Maneuvering up and over the metal strip which separates the carpet in the hallway from the linoleum in the bathroom was hard. Most of the time I grabbed the door frame to pull myself into the space. Now I have a grab bar just inside the door frame so that I can get into the bathroom much easier and faster. Except once in a while my front tires get cockeyed upon the strip, resist going over the small hump, and I nearly pull myself out of my wheelchair on the way to my throne. The coolest feature of the remodel is that the contractor built a cubbyhole in the bathroom wall for the door handle to slide into so that the door stands flush against the wall,  therefore giving me more space to move in an already small space.

It is funny how two different viewpoints can see a situation.   When  the county inspector came to see what modifications I was wanting. He said that at the most I would only gain is a few inches to the doorways. Well, to me those few extra inches make the world of difference!   My personal assistants are no longer ramming me into the door jam when they are pushing the wheelchair. My wheelchair had hit the spine of the door so often that it’s hinges were dangerously loose!  We all took bets on when the door would come crashing down on us.  After enduring a two hour plus Lift rides, I have been known to head directly to the bathroom upon arriving home. Before the doorway was widened there was no room for error in getting the power chair through the doorway. Quite often there would be the squeak of the wheels rubbing against the jam. Now the power chair glides right through the doorway without coming close to either side of the door jam. I am an ecstatic camper!  Yes, such things as wide entrances thrill me to no end!

The kitchen drawers were off their tracks and threatened to plummet to the floor. I asked to have handles put on the drawers, so that I can open them more easily, rather then gropping at edges of the drawers trying to get a firm enough hold to open them.  However, I secretly hoped that the contractor could figure a way to keep the drawers on the tracks, so that they will not fall out on me.
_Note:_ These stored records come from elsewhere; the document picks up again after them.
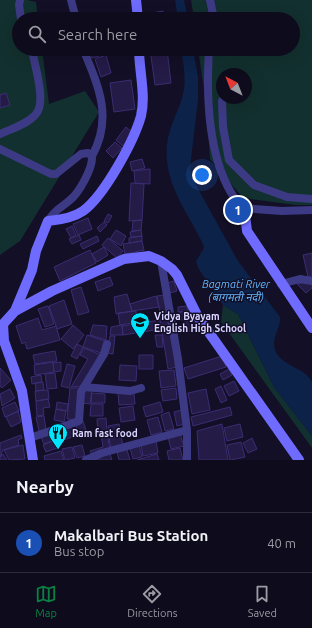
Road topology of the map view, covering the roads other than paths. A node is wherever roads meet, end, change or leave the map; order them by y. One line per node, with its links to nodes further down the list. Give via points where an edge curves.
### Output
1 (20, 0): 5 (street)
2 (71, 0): 6 (street)
3 (136, 0): 7 (street)
4 (210, 0): 8 (street)
5 (20, 12)
6 (74, 12)
7 (137, 12)
8 (213, 12)
9 (33, 56): 14 (street, via 40,102 36,114)
10 (86, 56): 16 (street, via 101,97 103,119 100,142)
11 (139, 56): 20 (street, via 141,115 130,144 91,204 63,220)
12 (209, 56): 18 (street, via 212,142 232,196)
13 (222, 104): 17 (street, via 228,160 254,185 287,197)
14 (0, 134)
15 (0, 149): 16 (street, via 51,174 56,174 81,154 88,153)
16 (92, 156): 20 (street, via 89,172 77,192 71,200 55,210)
17 (312, 199)
18 (242, 208): 19 (street); 23 (street, via 247,231)
19 (312, 210)
20 (48, 221): 24 (street)
21 (161, 261): 24 (street, via 149,256 124,259 52,291); 30 (street); 35 (street, via 177,275 198,317)
22 (312, 281): 23 (street, via 300,278)
23 (281, 284): 26 (street)
24 (15, 312): 25 (street)
25 (1, 325): 31 (street, via 22,391)
26 (312, 328)
27 (107, 344): 28 (street, via 104,354)
28 (84, 387): 29 (street, via 130,391); 31 (street, via 81,392 79,421)
29 (141, 388)
30 (187, 430): 33 (street, via 102,453); 34 (street)
31 (30, 438): 32 (street)
32 (33, 460)
33 (86, 460)
34 (186, 460)
35 (299, 460)

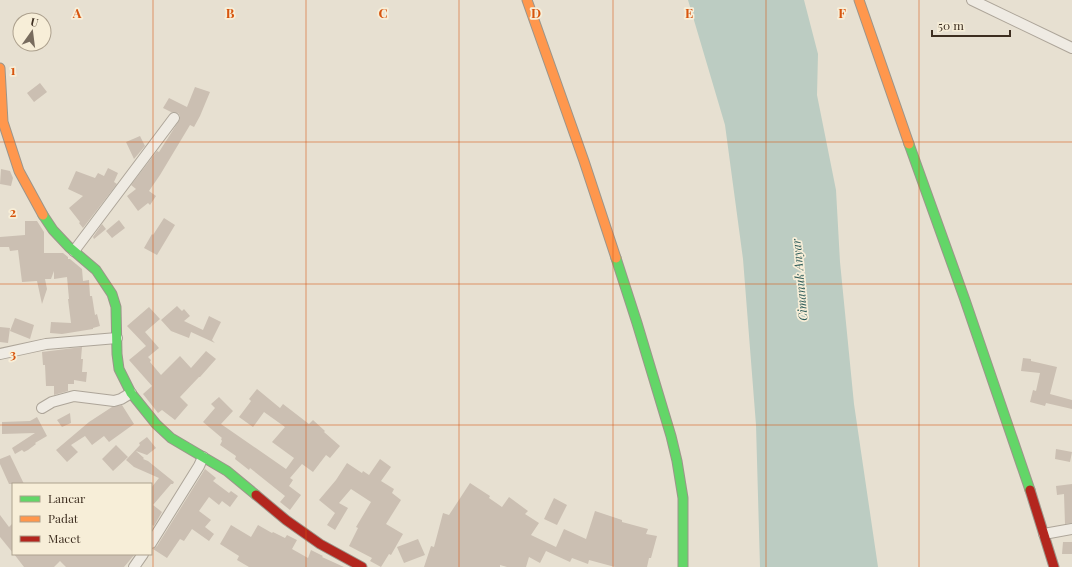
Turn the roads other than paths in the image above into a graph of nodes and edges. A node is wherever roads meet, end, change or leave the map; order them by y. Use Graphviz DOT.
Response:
graph roads {
  1 [pos="527,0"];
  2 [pos="859,0"];
  3 [pos="972,0"];
  4 [pos="1072,48"];
  5 [pos="0,68"];
  6 [pos="174,118"];
  7 [pos="74,251"];
  8 [pos="117,338"];
  9 [pos="0,354"];
  10 [pos="131,393"];
  11 [pos="42,408"];
  12 [pos="203,457"];
  13 [pos="1072,529"];
  14 [pos="1044,534"];
  15 [pos="152,541"];
  16 [pos="142,555"];
  17 [pos="134,567"];
  18 [pos="362,567"];
  19 [pos="683,567"];
  20 [pos="1054,567"];
  1 -- 19 [label="street"];
  2 -- 14 [label="street"];
  3 -- 4 [label="street"];
  5 -- 7 [label="street"];
  6 -- 7 [label="street"];
  7 -- 8 [label="street"];
  8 -- 9 [label="street"];
  8 -- 10 [label="street"];
  10 -- 11 [label="street"];
  10 -- 12 [label="street"];
  12 -- 15 [label="street"];
  12 -- 18 [label="street"];
  13 -- 14 [label="street"];
  14 -- 20 [label="street"];
  16 -- 17 [label="street"];
}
I am happy to report the drawers now open without dropping down,  and glide relatively easily out and in. The down side of things is that I am well aware that the fix on the drawers is at best temporary.  There is just so much one can do to repair cabinetry make out of particle board.  I will just live in bliss while the drawers hold up!

I mentioned earlier that I did not care much for the aesthetic look of the finished project. The woodwork looks great!  I have no beefs about that!  However, most of the projects look unfinished. I do not care who you are, people expect renovated projects to blend in well with the existing environment. There is a foot length of poorly patched carpet that I am afraid is going to work it’s way loose, and I imagine myself tripping over it one day. There is a crack in the wall from when the old door frame was ripped out.  The grab bar now stands over it, but you can still see the crack. Each of the drawers has two drilled out holes where gliders were installed which is an eye sore now.  If I were the contractor, would have taken more pride in the finished look of the projects. Nonetheless, my quality of life has improved, therefore making the grant a success, in my humble opinion!  I no longer have to weave my way to the bathroom when I am still sleepy in the mornings, and in my way of thinking, that is saying volumes!